▸ TASK PROMPT
Scan the data below for lines holding the word "paths", and copy each line found.

Collected data entries:
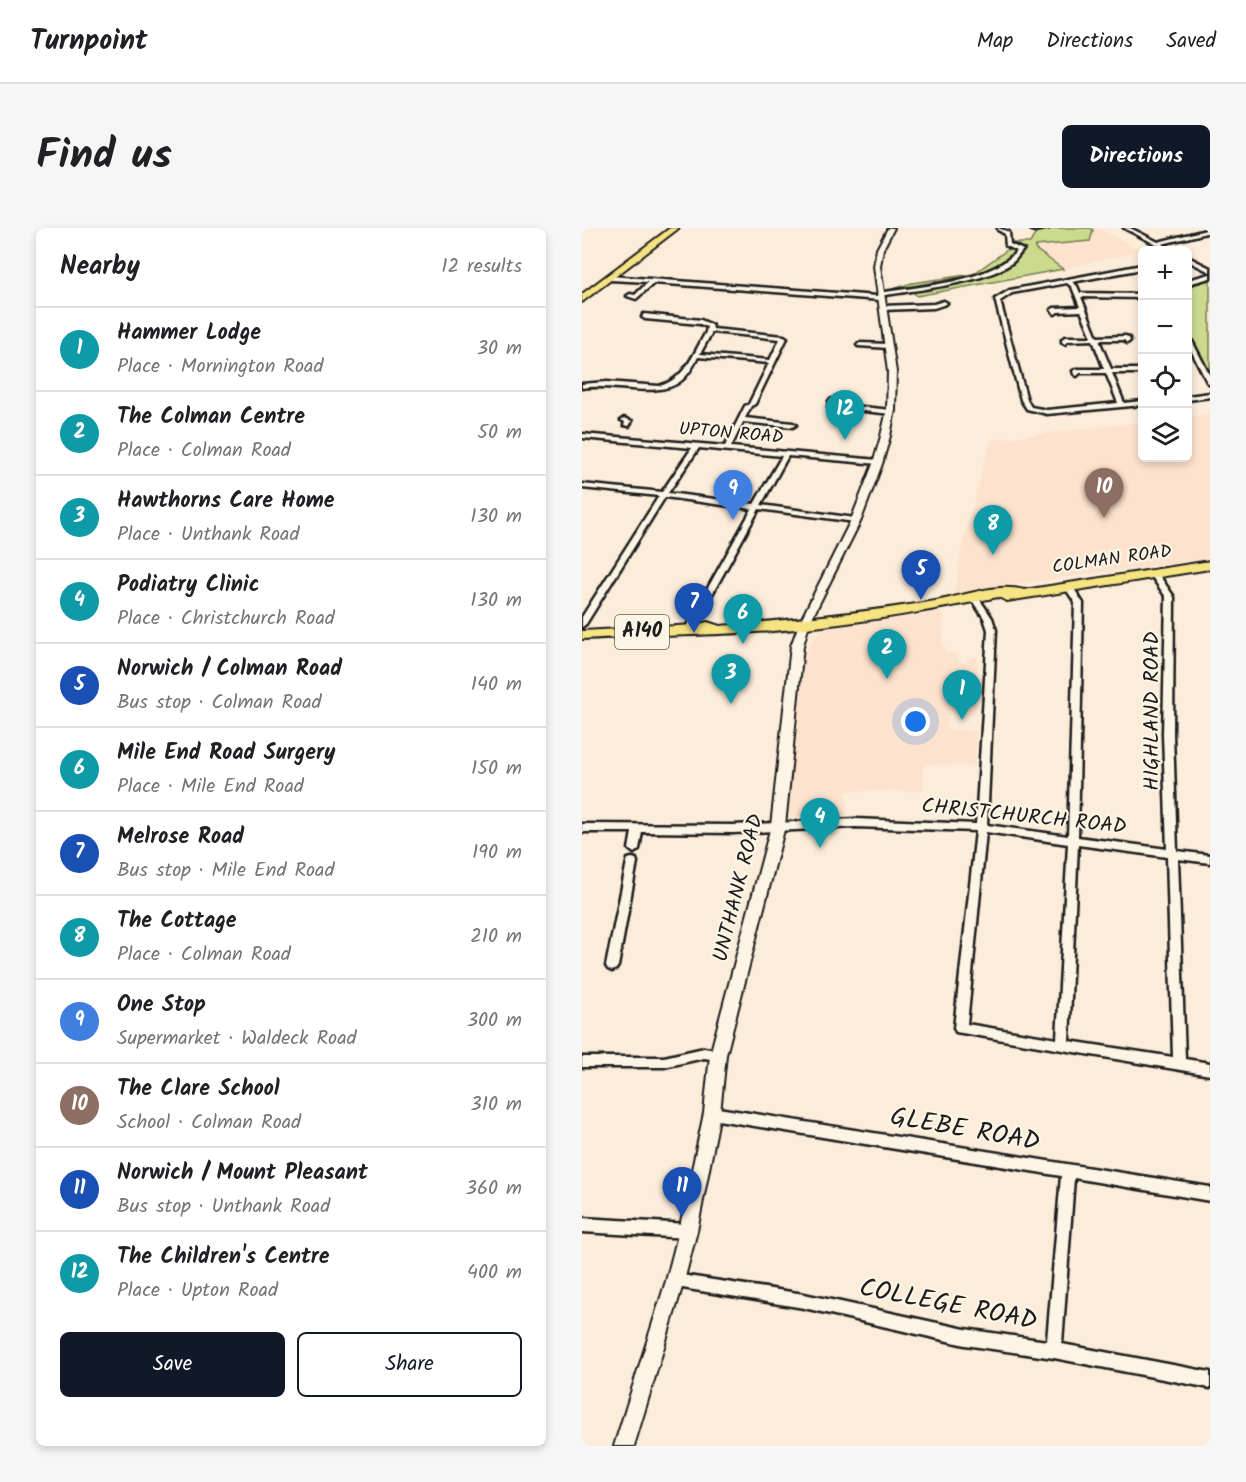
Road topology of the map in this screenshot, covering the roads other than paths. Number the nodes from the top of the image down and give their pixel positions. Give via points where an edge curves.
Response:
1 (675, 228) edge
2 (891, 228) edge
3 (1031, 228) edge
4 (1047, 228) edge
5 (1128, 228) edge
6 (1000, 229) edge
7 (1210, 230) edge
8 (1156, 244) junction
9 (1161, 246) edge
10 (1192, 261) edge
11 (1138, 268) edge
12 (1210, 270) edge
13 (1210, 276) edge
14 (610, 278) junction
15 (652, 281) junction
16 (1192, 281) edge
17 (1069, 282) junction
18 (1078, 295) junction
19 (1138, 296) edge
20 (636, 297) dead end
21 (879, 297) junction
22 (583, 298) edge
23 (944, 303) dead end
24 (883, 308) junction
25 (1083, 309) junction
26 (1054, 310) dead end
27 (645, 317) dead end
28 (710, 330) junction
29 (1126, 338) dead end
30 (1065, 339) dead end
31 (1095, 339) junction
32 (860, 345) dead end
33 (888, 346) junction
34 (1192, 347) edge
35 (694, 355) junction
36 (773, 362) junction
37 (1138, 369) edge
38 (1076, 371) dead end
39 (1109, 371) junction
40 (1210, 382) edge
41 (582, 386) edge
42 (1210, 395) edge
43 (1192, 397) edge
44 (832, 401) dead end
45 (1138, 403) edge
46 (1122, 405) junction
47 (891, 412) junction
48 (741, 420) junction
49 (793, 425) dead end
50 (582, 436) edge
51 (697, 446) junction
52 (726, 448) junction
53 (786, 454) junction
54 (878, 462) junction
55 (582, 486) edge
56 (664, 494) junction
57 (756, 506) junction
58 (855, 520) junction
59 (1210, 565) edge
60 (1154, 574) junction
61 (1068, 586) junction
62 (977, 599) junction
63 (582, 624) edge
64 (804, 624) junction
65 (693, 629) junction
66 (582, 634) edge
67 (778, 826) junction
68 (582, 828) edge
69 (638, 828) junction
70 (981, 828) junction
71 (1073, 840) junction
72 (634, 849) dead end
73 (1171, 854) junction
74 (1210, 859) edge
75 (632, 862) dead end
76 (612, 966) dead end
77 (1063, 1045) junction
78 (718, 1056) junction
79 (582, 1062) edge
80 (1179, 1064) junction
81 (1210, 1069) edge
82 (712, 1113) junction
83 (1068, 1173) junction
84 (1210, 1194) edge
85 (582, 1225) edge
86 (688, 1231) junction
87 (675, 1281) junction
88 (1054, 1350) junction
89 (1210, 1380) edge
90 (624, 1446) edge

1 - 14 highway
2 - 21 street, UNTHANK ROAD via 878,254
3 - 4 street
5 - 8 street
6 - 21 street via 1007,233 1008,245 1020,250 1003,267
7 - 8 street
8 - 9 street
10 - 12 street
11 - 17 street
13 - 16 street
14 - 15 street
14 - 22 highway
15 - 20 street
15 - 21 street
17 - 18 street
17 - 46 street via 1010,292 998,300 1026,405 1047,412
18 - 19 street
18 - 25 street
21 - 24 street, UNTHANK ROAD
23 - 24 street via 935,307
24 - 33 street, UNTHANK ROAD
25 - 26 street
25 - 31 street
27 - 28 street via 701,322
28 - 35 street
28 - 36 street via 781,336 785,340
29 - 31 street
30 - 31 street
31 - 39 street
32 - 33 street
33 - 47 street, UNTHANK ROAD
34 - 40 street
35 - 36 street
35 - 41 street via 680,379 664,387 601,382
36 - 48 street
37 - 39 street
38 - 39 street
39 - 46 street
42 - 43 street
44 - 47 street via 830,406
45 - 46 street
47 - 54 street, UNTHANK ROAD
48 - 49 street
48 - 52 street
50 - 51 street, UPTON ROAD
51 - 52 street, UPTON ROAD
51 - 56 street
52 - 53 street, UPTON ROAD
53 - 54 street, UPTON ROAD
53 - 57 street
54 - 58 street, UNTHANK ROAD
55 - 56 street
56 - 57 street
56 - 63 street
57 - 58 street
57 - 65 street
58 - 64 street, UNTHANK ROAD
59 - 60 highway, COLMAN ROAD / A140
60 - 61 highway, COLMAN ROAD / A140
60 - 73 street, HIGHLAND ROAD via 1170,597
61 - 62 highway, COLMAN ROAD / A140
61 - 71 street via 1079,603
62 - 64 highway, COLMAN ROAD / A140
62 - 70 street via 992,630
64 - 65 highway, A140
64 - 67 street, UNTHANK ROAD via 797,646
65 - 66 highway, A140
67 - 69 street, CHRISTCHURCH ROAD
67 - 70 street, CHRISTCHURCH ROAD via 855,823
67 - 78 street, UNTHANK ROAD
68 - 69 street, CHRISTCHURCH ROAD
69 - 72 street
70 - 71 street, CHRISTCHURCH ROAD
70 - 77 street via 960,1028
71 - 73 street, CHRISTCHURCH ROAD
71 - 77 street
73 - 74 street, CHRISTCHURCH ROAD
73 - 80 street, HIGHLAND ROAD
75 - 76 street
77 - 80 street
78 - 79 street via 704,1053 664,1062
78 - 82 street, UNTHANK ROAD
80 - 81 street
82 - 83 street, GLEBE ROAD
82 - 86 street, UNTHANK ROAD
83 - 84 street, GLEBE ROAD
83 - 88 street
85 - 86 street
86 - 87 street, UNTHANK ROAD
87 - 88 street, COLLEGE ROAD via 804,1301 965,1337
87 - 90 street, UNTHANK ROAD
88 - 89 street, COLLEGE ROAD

--

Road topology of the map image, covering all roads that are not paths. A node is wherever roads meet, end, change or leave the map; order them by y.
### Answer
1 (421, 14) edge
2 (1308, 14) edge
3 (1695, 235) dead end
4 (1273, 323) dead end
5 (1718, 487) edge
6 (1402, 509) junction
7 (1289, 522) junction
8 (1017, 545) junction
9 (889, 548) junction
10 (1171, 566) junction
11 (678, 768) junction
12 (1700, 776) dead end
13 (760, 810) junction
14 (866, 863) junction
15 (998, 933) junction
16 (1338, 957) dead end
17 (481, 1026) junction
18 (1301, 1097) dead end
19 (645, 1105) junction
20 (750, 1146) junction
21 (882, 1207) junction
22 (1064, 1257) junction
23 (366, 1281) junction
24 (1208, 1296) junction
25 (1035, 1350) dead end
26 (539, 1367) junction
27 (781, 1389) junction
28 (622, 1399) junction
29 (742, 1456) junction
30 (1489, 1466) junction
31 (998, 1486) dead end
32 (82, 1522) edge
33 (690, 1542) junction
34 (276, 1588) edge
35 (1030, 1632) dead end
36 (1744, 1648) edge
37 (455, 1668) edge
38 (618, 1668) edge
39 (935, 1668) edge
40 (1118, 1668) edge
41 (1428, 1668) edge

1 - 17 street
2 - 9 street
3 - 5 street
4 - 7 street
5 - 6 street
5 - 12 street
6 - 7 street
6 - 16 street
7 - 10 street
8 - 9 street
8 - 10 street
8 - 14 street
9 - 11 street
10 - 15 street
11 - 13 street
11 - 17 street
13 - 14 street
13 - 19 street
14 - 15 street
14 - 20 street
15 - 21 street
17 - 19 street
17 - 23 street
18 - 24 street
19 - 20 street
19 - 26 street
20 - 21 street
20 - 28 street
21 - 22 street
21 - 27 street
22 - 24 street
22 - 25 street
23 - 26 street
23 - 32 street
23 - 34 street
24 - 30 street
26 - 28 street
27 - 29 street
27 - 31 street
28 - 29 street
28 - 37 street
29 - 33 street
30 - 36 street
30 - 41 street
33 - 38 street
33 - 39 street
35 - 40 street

* * *

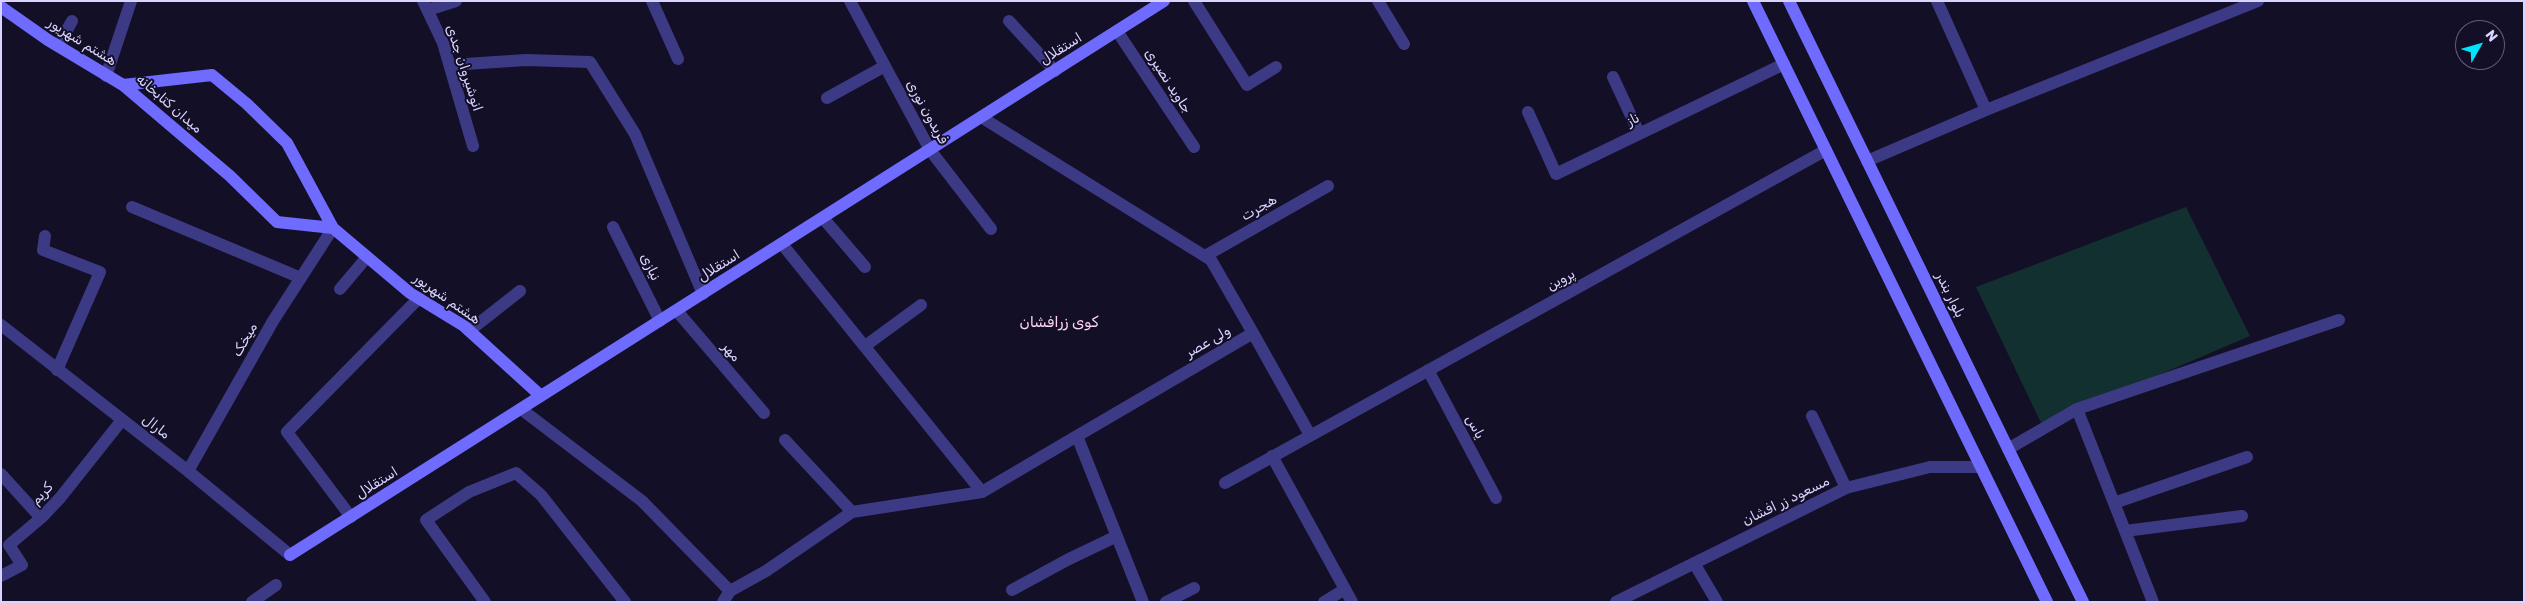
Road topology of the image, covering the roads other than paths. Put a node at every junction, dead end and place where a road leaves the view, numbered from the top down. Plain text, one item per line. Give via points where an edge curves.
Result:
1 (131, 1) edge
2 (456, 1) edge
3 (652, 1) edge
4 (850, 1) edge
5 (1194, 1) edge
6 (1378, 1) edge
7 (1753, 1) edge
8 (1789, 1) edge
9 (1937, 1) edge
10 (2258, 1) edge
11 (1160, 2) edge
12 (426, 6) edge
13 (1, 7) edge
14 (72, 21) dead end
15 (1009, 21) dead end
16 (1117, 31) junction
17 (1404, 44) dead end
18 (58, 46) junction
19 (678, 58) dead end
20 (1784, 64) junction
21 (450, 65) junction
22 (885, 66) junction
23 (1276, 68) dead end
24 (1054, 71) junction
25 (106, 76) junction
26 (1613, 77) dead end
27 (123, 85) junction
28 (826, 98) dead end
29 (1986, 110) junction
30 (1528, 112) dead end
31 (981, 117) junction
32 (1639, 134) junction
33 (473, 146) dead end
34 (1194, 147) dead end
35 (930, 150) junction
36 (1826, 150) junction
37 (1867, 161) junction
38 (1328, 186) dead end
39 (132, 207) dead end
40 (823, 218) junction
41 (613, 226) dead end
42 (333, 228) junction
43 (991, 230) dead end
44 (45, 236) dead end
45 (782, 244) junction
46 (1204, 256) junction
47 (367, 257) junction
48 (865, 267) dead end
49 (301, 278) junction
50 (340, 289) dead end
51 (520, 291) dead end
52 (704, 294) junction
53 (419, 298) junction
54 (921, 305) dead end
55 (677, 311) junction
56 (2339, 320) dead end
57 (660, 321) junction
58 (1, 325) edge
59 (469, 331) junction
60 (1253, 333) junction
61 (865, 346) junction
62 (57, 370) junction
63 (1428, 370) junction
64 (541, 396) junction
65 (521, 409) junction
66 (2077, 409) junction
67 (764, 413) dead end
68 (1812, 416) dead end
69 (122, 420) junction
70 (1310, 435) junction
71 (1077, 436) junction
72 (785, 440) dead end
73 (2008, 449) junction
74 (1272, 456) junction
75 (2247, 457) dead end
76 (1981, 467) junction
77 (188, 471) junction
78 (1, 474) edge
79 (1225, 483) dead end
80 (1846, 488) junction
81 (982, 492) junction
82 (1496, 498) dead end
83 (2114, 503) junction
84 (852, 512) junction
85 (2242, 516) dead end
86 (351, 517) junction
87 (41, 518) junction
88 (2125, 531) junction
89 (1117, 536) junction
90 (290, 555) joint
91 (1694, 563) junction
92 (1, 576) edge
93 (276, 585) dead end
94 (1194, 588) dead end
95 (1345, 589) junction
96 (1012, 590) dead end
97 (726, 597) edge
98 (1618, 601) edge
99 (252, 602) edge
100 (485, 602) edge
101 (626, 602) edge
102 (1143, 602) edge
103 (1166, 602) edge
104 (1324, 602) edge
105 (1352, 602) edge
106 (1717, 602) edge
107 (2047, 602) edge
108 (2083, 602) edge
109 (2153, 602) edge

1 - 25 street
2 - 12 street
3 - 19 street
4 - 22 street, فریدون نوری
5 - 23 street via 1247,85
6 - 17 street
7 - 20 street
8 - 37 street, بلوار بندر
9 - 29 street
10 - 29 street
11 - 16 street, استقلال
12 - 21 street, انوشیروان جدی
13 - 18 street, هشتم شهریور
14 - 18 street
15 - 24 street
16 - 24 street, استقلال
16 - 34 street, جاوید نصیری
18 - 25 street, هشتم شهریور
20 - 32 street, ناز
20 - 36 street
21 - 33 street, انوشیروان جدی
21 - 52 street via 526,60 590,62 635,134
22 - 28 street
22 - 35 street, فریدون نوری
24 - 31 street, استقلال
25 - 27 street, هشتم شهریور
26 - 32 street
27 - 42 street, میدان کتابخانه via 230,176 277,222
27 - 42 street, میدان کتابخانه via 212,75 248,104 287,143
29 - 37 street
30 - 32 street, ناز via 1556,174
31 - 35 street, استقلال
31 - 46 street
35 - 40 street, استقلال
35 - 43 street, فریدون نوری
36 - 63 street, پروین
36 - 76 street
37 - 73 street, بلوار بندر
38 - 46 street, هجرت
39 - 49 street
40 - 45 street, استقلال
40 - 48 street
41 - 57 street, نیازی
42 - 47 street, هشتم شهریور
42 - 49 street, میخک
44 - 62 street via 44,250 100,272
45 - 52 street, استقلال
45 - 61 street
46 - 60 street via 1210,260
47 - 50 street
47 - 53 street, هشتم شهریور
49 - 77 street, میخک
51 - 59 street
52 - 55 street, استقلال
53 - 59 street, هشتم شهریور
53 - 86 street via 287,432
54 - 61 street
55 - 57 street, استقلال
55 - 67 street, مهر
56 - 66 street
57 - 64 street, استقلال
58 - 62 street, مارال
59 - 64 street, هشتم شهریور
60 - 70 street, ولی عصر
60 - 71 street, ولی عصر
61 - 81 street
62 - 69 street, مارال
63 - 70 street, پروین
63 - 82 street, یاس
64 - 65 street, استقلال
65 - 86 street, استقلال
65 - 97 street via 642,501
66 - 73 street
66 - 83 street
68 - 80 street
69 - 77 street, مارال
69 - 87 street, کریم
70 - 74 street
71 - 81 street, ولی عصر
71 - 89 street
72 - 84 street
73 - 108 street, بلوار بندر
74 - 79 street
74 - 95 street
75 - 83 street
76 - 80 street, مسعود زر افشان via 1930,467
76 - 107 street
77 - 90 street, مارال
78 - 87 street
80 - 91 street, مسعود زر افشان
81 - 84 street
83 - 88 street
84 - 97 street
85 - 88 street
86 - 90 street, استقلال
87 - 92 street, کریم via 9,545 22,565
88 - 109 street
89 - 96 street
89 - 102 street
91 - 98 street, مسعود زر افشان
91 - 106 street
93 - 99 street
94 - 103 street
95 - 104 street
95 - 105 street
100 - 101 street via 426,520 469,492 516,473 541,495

▸ ANSWER BOX
Road topology of the map in this screenshot, covering the roads other than paths. Number the nodes from the top of the image down and give their pixel positions. Give via points where an edge curves.
Road topology of the map image, covering all roads that are not paths. A node is wherever roads meet, end, change or leave the map; order them by y.
Road topology of the image, covering the roads other than paths. Put a node at every junction, dead end and place where a road leaves the view, numbered from the top down. Plain text, one item per line. Give via points where an edge curves.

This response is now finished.